»»

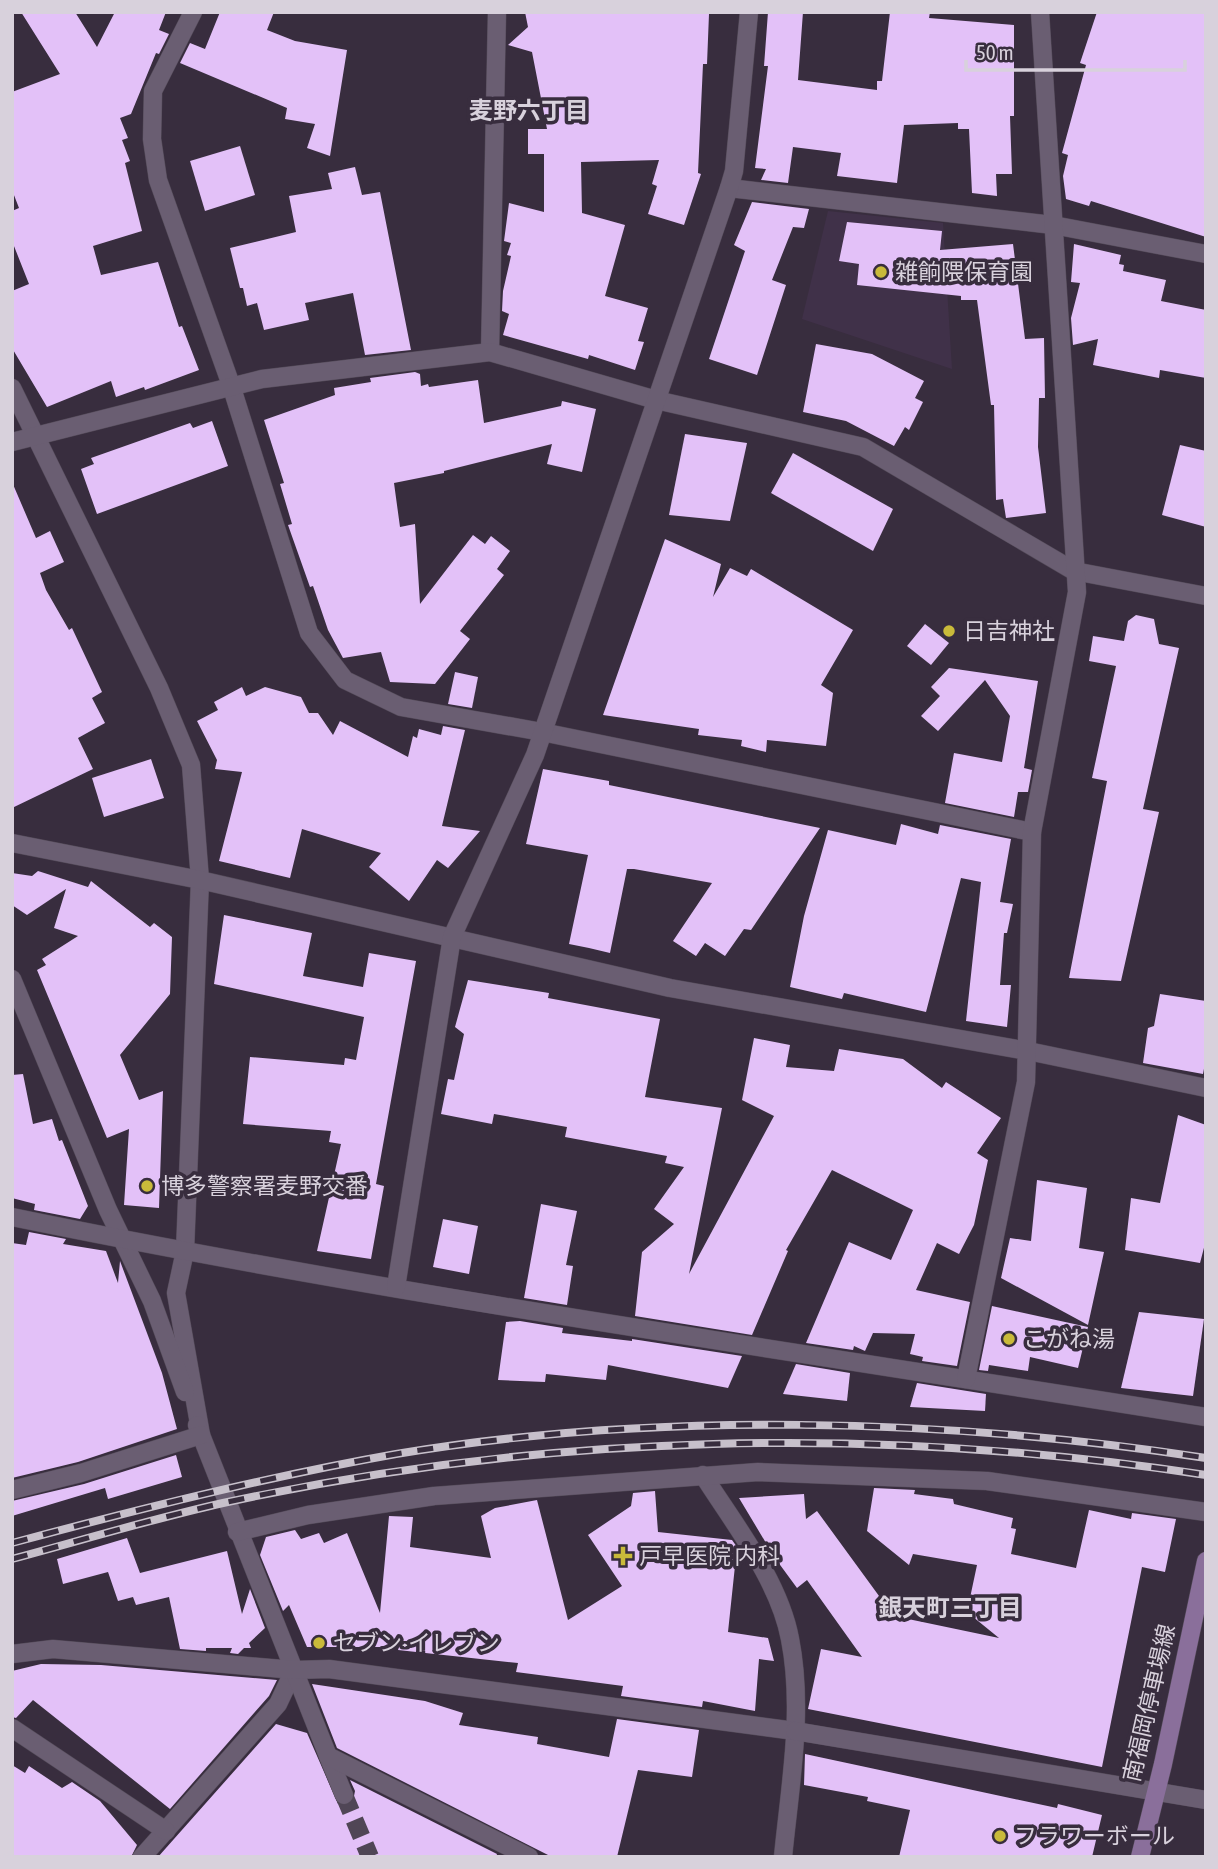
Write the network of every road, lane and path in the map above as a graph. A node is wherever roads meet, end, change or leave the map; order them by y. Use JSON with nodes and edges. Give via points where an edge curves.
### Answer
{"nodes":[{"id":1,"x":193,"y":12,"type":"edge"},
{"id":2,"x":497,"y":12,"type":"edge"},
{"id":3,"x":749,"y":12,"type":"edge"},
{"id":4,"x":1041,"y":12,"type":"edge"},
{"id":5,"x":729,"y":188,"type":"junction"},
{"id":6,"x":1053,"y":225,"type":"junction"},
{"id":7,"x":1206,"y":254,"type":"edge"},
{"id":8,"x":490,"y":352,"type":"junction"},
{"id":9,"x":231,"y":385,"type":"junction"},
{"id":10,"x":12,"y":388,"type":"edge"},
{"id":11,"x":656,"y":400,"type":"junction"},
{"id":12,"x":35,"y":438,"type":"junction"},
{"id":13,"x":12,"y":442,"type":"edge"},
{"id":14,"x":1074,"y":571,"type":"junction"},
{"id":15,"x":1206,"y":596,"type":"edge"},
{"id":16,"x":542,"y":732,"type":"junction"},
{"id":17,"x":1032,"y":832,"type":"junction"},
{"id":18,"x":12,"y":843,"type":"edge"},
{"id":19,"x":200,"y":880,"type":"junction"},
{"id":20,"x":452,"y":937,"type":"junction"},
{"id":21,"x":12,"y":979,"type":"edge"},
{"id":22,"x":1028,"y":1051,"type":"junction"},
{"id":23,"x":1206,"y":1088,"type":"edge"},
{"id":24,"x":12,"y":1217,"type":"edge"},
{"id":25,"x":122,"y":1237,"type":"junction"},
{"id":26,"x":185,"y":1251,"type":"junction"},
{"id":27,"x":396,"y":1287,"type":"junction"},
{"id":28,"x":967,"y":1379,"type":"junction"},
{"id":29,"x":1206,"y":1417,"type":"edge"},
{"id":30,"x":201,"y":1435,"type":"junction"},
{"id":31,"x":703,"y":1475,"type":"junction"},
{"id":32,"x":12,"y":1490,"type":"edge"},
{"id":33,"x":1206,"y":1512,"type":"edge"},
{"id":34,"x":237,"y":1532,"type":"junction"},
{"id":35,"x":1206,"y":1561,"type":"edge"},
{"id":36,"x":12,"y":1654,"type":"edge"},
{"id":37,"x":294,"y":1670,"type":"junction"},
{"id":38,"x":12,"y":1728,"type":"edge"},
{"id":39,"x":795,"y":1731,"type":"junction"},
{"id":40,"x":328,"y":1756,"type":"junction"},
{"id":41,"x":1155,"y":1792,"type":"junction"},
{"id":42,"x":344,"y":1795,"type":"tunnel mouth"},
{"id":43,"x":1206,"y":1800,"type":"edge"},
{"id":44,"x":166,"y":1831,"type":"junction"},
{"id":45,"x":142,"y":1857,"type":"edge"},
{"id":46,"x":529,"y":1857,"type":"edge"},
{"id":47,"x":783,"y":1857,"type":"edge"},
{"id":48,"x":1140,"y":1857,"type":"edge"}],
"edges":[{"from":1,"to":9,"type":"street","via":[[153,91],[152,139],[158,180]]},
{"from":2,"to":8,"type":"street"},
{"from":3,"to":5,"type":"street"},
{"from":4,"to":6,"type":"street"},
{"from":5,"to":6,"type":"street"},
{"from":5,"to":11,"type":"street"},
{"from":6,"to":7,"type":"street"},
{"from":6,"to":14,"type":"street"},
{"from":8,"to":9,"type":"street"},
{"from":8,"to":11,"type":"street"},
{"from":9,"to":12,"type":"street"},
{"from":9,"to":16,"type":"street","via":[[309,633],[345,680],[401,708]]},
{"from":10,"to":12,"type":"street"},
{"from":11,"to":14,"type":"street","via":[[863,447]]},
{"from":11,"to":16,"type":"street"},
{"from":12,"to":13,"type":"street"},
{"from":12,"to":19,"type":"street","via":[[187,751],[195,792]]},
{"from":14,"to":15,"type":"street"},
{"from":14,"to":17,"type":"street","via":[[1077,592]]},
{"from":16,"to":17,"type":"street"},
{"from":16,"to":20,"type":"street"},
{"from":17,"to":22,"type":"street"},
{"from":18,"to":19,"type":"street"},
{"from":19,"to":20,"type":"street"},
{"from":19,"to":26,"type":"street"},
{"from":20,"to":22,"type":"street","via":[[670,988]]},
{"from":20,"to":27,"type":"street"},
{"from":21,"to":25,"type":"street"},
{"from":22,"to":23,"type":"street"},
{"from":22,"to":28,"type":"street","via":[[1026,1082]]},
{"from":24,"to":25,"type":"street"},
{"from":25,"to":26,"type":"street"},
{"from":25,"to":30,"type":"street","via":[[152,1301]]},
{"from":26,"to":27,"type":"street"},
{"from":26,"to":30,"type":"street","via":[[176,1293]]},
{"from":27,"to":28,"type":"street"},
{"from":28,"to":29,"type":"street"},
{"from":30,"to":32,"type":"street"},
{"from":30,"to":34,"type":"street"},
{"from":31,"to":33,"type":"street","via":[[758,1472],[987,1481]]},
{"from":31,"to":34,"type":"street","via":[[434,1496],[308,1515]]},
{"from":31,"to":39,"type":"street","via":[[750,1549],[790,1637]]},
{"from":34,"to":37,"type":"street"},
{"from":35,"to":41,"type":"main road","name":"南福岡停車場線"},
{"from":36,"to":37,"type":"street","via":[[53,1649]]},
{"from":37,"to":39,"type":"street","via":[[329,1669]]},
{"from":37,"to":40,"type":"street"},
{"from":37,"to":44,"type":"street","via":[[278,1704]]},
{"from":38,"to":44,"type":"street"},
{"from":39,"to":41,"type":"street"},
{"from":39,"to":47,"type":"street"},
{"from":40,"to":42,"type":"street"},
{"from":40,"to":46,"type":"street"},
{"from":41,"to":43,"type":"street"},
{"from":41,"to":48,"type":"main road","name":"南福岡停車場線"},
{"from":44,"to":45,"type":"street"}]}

««

▶ _TASK OBJECTIVE_
When the listing is transcribed, every line must match the original exactly, and the pictures must be left out.

▶ _TASK SOLUTION_
Write the network of every road, lane and path in the map above as a graph. A node is wherever roads meet, end, change or leave the map; order them by y. Use JSON with nodes and edges. Give via points where an edge curves.
### Answer
{"nodes":[{"id":1,"x":193,"y":12,"type":"edge"},
{"id":2,"x":497,"y":12,"type":"edge"},
{"id":3,"x":749,"y":12,"type":"edge"},
{"id":4,"x":1041,"y":12,"type":"edge"},
{"id":5,"x":729,"y":188,"type":"junction"},
{"id":6,"x":1053,"y":225,"type":"junction"},
{"id":7,"x":1206,"y":254,"type":"edge"},
{"id":8,"x":490,"y":352,"type":"junction"},
{"id":9,"x":231,"y":385,"type":"junction"},
{"id":10,"x":12,"y":388,"type":"edge"},
{"id":11,"x":656,"y":400,"type":"junction"},
{"id":12,"x":35,"y":438,"type":"junction"},
{"id":13,"x":12,"y":442,"type":"edge"},
{"id":14,"x":1074,"y":571,"type":"junction"},
{"id":15,"x":1206,"y":596,"type":"edge"},
{"id":16,"x":542,"y":732,"type":"junction"},
{"id":17,"x":1032,"y":832,"type":"junction"},
{"id":18,"x":12,"y":843,"type":"edge"},
{"id":19,"x":200,"y":880,"type":"junction"},
{"id":20,"x":452,"y":937,"type":"junction"},
{"id":21,"x":12,"y":979,"type":"edge"},
{"id":22,"x":1028,"y":1051,"type":"junction"},
{"id":23,"x":1206,"y":1088,"type":"edge"},
{"id":24,"x":12,"y":1217,"type":"edge"},
{"id":25,"x":122,"y":1237,"type":"junction"},
{"id":26,"x":185,"y":1251,"type":"junction"},
{"id":27,"x":396,"y":1287,"type":"junction"},
{"id":28,"x":967,"y":1379,"type":"junction"},
{"id":29,"x":1206,"y":1417,"type":"edge"},
{"id":30,"x":201,"y":1435,"type":"junction"},
{"id":31,"x":703,"y":1475,"type":"junction"},
{"id":32,"x":12,"y":1490,"type":"edge"},
{"id":33,"x":1206,"y":1512,"type":"edge"},
{"id":34,"x":237,"y":1532,"type":"junction"},
{"id":35,"x":1206,"y":1561,"type":"edge"},
{"id":36,"x":12,"y":1654,"type":"edge"},
{"id":37,"x":294,"y":1670,"type":"junction"},
{"id":38,"x":12,"y":1728,"type":"edge"},
{"id":39,"x":795,"y":1731,"type":"junction"},
{"id":40,"x":328,"y":1756,"type":"junction"},
{"id":41,"x":1155,"y":1792,"type":"junction"},
{"id":42,"x":344,"y":1795,"type":"tunnel mouth"},
{"id":43,"x":1206,"y":1800,"type":"edge"},
{"id":44,"x":166,"y":1831,"type":"junction"},
{"id":45,"x":142,"y":1857,"type":"edge"},
{"id":46,"x":529,"y":1857,"type":"edge"},
{"id":47,"x":783,"y":1857,"type":"edge"},
{"id":48,"x":1140,"y":1857,"type":"edge"}],
"edges":[{"from":1,"to":9,"type":"street","via":[[153,91],[152,139],[158,180]]},
{"from":2,"to":8,"type":"street"},
{"from":3,"to":5,"type":"street"},
{"from":4,"to":6,"type":"street"},
{"from":5,"to":6,"type":"street"},
{"from":5,"to":11,"type":"street"},
{"from":6,"to":7,"type":"street"},
{"from":6,"to":14,"type":"street"},
{"from":8,"to":9,"type":"street"},
{"from":8,"to":11,"type":"street"},
{"from":9,"to":12,"type":"street"},
{"from":9,"to":16,"type":"street","via":[[309,633],[345,680],[401,708]]},
{"from":10,"to":12,"type":"street"},
{"from":11,"to":14,"type":"street","via":[[863,447]]},
{"from":11,"to":16,"type":"street"},
{"from":12,"to":13,"type":"street"},
{"from":12,"to":19,"type":"street","via":[[187,751],[195,792]]},
{"from":14,"to":15,"type":"street"},
{"from":14,"to":17,"type":"street","via":[[1077,592]]},
{"from":16,"to":17,"type":"street"},
{"from":16,"to":20,"type":"street"},
{"from":17,"to":22,"type":"street"},
{"from":18,"to":19,"type":"street"},
{"from":19,"to":20,"type":"street"},
{"from":19,"to":26,"type":"street"},
{"from":20,"to":22,"type":"street","via":[[670,988]]},
{"from":20,"to":27,"type":"street"},
{"from":21,"to":25,"type":"street"},
{"from":22,"to":23,"type":"street"},
{"from":22,"to":28,"type":"street","via":[[1026,1082]]},
{"from":24,"to":25,"type":"street"},
{"from":25,"to":26,"type":"street"},
{"from":25,"to":30,"type":"street","via":[[152,1301]]},
{"from":26,"to":27,"type":"street"},
{"from":26,"to":30,"type":"street","via":[[176,1293]]},
{"from":27,"to":28,"type":"street"},
{"from":28,"to":29,"type":"street"},
{"from":30,"to":32,"type":"street"},
{"from":30,"to":34,"type":"street"},
{"from":31,"to":33,"type":"street","via":[[758,1472],[987,1481]]},
{"from":31,"to":34,"type":"street","via":[[434,1496],[308,1515]]},
{"from":31,"to":39,"type":"street","via":[[750,1549],[790,1637]]},
{"from":34,"to":37,"type":"street"},
{"from":35,"to":41,"type":"main road","name":"南福岡停車場線"},
{"from":36,"to":37,"type":"street","via":[[53,1649]]},
{"from":37,"to":39,"type":"street","via":[[329,1669]]},
{"from":37,"to":40,"type":"street"},
{"from":37,"to":44,"type":"street","via":[[278,1704]]},
{"from":38,"to":44,"type":"street"},
{"from":39,"to":41,"type":"street"},
{"from":39,"to":47,"type":"street"},
{"from":40,"to":42,"type":"street"},
{"from":40,"to":46,"type":"street"},
{"from":41,"to":43,"type":"street"},
{"from":41,"to":48,"type":"main road","name":"南福岡停車場線"},
{"from":44,"to":45,"type":"street"}]}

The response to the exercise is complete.